- Według najnowszego pomysłu chińskiego organu kontrolującego sieć internetową, Pekin zamierza bardziej kontrolować wpisy w mediach społecznościowych.
- Nowe regulacje miałyby wdrożyć weryfikację każdego wpisu, który musiałby zostać zbadany pod kątem tzw. prawomyślności.
- Ponadto, jeśli w weryfikowanym wpisie pojawiły się nieprzychylne komentarze, administracja musiałaby o tym donieść władzom.
- Zobacz także: Nie uwierzysz do kogo Żukowska porównała nienarodzone dziecko. Urbaniak: “Sugeruje Pani, że każdy człowiek to pasożyt?”
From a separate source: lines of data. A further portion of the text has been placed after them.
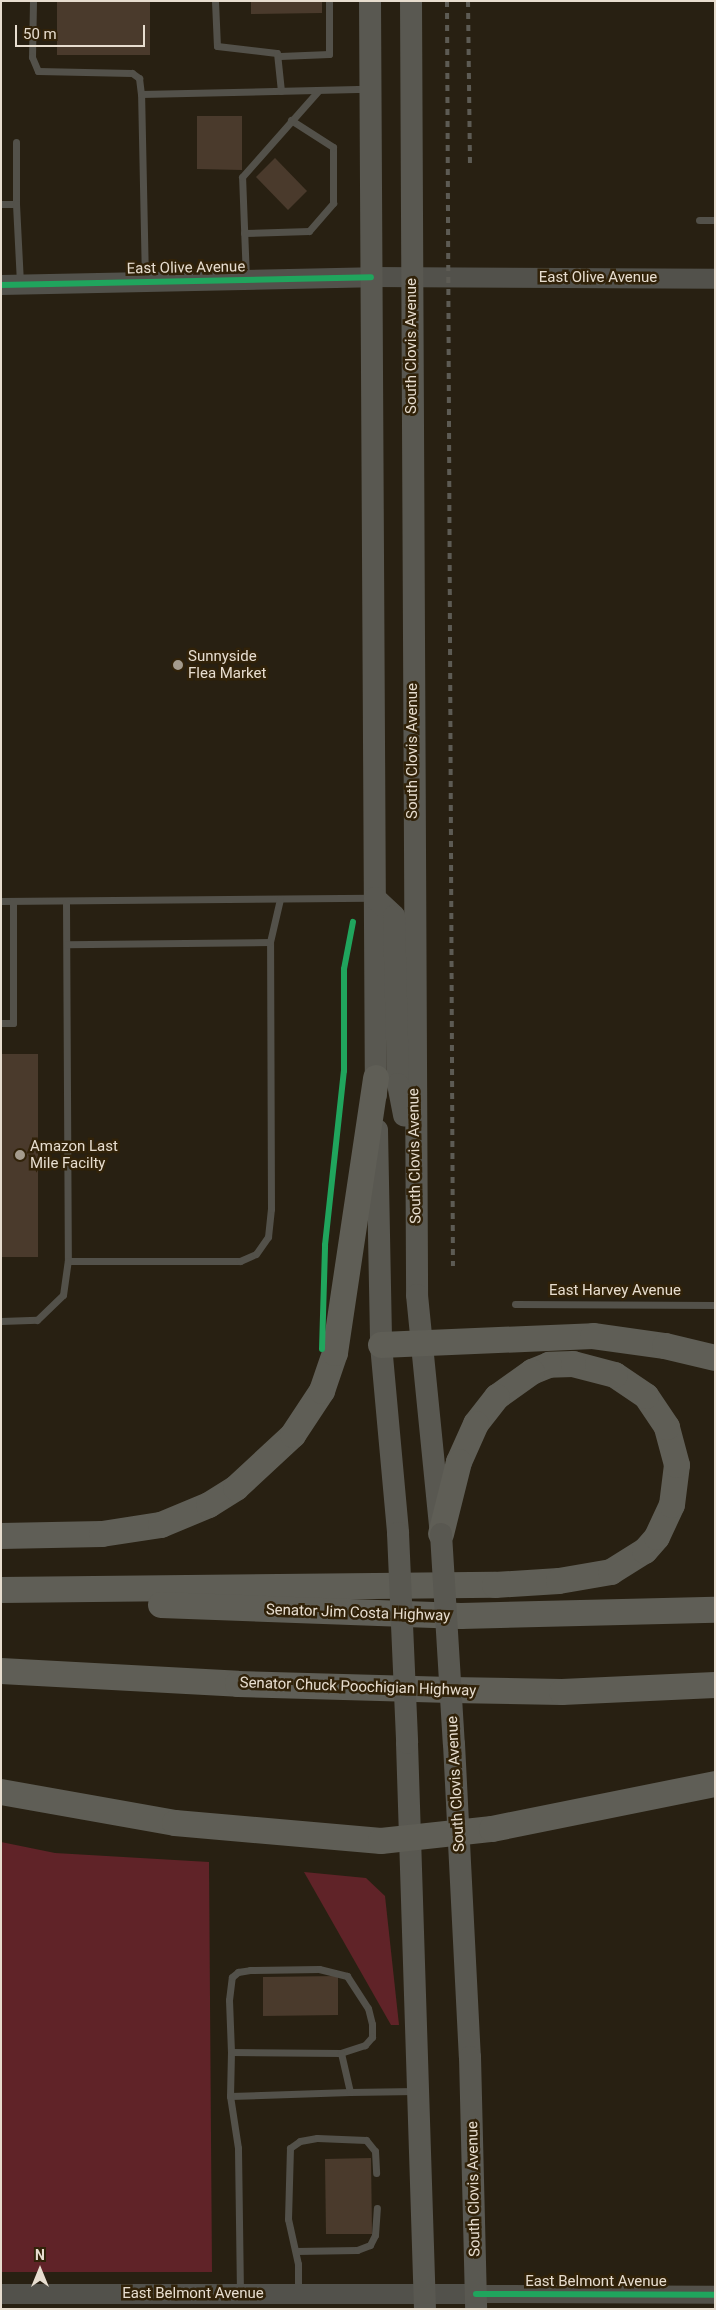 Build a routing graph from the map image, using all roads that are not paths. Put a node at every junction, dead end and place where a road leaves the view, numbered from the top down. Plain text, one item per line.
1 (33, 1) edge
2 (214, 1) edge
3 (329, 1) edge
4 (370, 1) edge
5 (410, 1) edge
6 (280, 56) junction
7 (370, 89) junction
8 (319, 90) junction
9 (282, 91) junction
10 (141, 94) junction
11 (291, 120) junction
12 (16, 142) dead end
13 (1, 204) edge
14 (16, 204) junction
15 (699, 220) dead end
16 (715, 220) edge
17 (244, 233) junction
18 (371, 277) junction
19 (412, 278) junction
20 (246, 279) junction
21 (715, 279) edge
22 (145, 282) junction
23 (10, 285) edge
24 (375, 898) junction
25 (280, 899) junction
26 (1, 901) edge
27 (13, 901) junction
28 (66, 902) junction
29 (270, 942) junction
30 (67, 944) junction
31 (1, 1023) edge
32 (376, 1078) junction
33 (415, 1170) junction
34 (68, 1261) junction
35 (515, 1304) dead end
36 (715, 1305) edge
37 (1, 1320) edge
38 (420, 1342) junction
39 (381, 1345) junction
40 (715, 1358) edge
41 (441, 1534) junction
42 (1, 1536) edge
43 (1, 1590) edge
44 (1, 1595) edge
45 (715, 1610) edge
46 (1, 1671) edge
47 (715, 1685) edge
48 (715, 1784) edge
49 (1, 1792) edge
50 (459, 1835) junction
51 (411, 1840) junction
52 (231, 2052) junction
53 (341, 2053) junction
54 (421, 2091) junction
55 (350, 2092) junction
56 (230, 2096) junction
57 (376, 2173) dead end
58 (377, 2208) dead end
59 (296, 2251) junction
60 (1, 2294) edge
61 (240, 2294) junction
62 (298, 2294) junction
63 (715, 2295) edge
64 (425, 2302) edge
65 (476, 2302) edge

1 - 10 lane
2 - 6 lane
3 - 6 lane
4 - 7 main road
5 - 19 main road, South Clovis Avenue
6 - 9 lane
7 - 8 lane
7 - 18 main road
8 - 9 lane
8 - 11 lane
9 - 10 lane
10 - 22 lane
11 - 17 lane
11 - 17 lane
12 - 14 lane
13 - 14 lane
14 - 23 lane
15 - 16 lane
17 - 20 lane
18 - 19 main road, East Olive Avenue
18 - 20 main road, East Olive Avenue
18 - 24 main road
19 - 21 main road, East Olive Avenue
19 - 33 main road, South Clovis Avenue
20 - 22 main road, East Olive Avenue
22 - 23 main road, East Olive Avenue
24 - 25 lane
24 - 32 main road
24 - 33 main road
25 - 28 lane
25 - 29 lane
26 - 27 lane
27 - 28 lane
27 - 31 lane
28 - 30 lane
29 - 30 lane
29 - 34 lane
30 - 34 lane
32 - 39 main road
32 - 42 highway
33 - 38 main road, South Clovis Avenue
34 - 37 lane
35 - 36 lane, East Harvey Avenue
38 - 39 highway
38 - 40 highway
38 - 41 main road, South Clovis Avenue
39 - 51 main road, bridge
41 - 43 highway
41 - 50 main road, South Clovis Avenue, bridge
44 - 45 highway, Senator Jim Costa Highway
46 - 47 highway, Senator Chuck Poochigian Highway
48 - 50 highway
49 - 51 highway
50 - 51 highway
50 - 65 main road, South Clovis Avenue
51 - 54 main road
52 - 53 lane
52 - 53 lane
52 - 56 lane
53 - 55 lane
54 - 55 lane
54 - 64 main road
55 - 56 lane
56 - 61 lane
57 - 59 lane
58 - 59 lane
59 - 62 lane
60 - 61 main road, East Belmont Avenue
61 - 62 main road, East Belmont Avenue
62 - 64 main road, East Belmont Avenue
63 - 65 street, East Belmont Avenue
64 - 65 main road, East Belmont Avenue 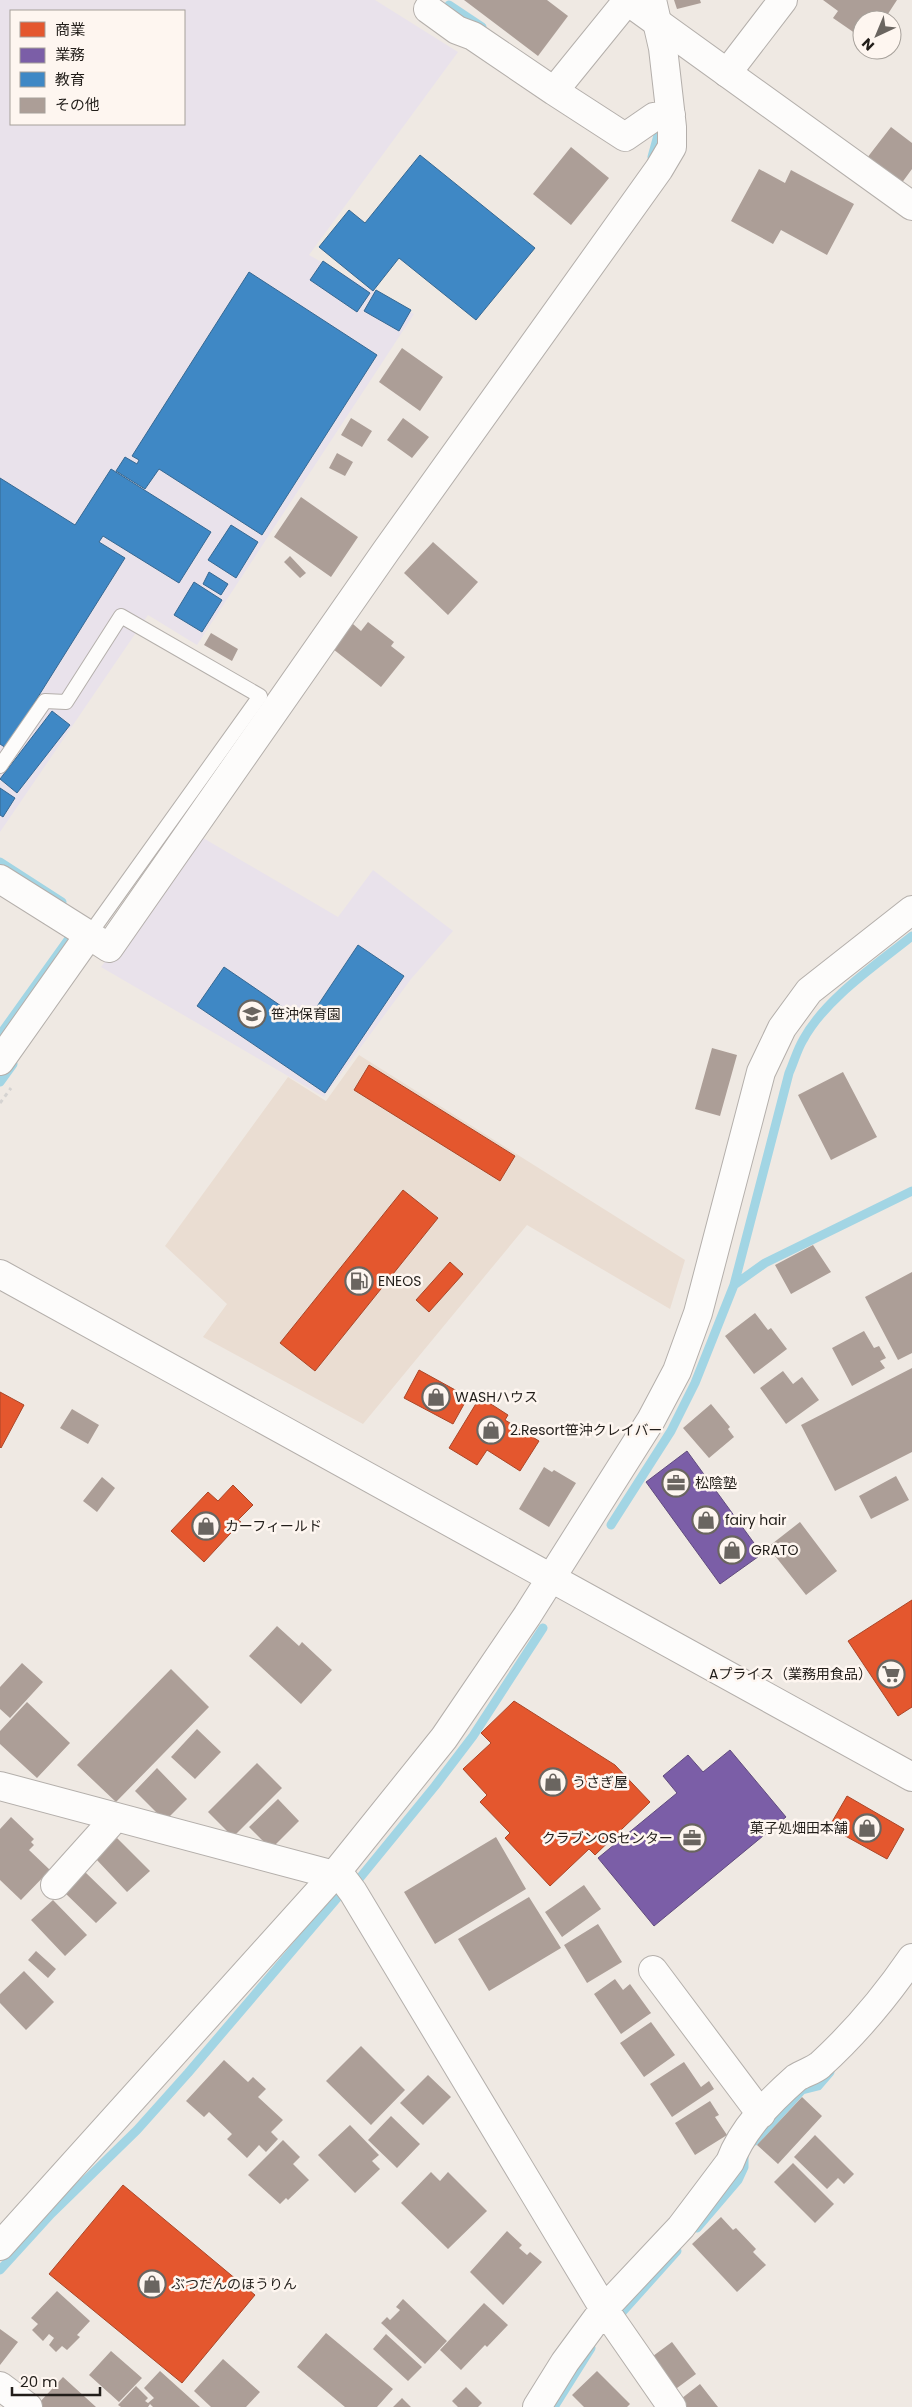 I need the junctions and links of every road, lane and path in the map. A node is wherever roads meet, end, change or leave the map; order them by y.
1 (783, 0) edge
2 (425, 3) edge
3 (641, 6) edge
4 (727, 73) junction
5 (560, 84) junction
6 (662, 116) junction
7 (912, 206) edge
8 (0, 766) edge
9 (0, 879) edge
10 (912, 910) edge
11 (80, 929) junction
12 (0, 1061) edge
13 (0, 1274) edge
14 (550, 1578) junction
15 (912, 1777) edge
16 (0, 1786) edge
17 (116, 1818) junction
18 (334, 1875) junction
19 (55, 1885) dead end
20 (912, 1958) edge
21 (653, 1970) dead end
22 (761, 2114) junction
23 (0, 2246) edge
24 (611, 2318) junction
25 (0, 2386) edge
26 (28, 2407) edge
27 (538, 2407) edge
28 (672, 2407) edge

1 - 4 street
2 - 5 street
3 - 4 street
3 - 5 street
3 - 6 street
4 - 7 street
5 - 6 street
6 - 11 street
8 - 11 lane
9 - 11 street
10 - 14 street
11 - 12 street
13 - 14 street
14 - 15 street
14 - 18 street
16 - 17 street
17 - 18 street
17 - 19 street
18 - 23 street
18 - 24 street
20 - 22 street
21 - 22 street
22 - 24 street
24 - 27 street
24 - 28 street
25 - 26 street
Jak podaje “South China Morning Post” organy zajmujące się siecią internetową zaproponowały nowe rozwiązania rozszerzające i tak powszechną cenzurę. Miałyby one obejmować regulację treści przechodzące w mediach społecznościowych.
Według tego pomysłu za pełne moderowanie treści publikowanych przez użytkowników miałaby być odpowiedzialna platforma umożliwiająca publikację. Zanim jednak wpis zostanie udostępniony, wymagana będzie jego weryfikacja.
Komentarze zaznaczone jako odpowiednie będą mogły być opublikowane, natomiast które platforma odrzuci nie pojawią się na stronie. Ponadto w przypadku zweryfikowane danego postu jako nielegalnej i złej informacji platformy będą zobowiązane, by donieść o tym władzom.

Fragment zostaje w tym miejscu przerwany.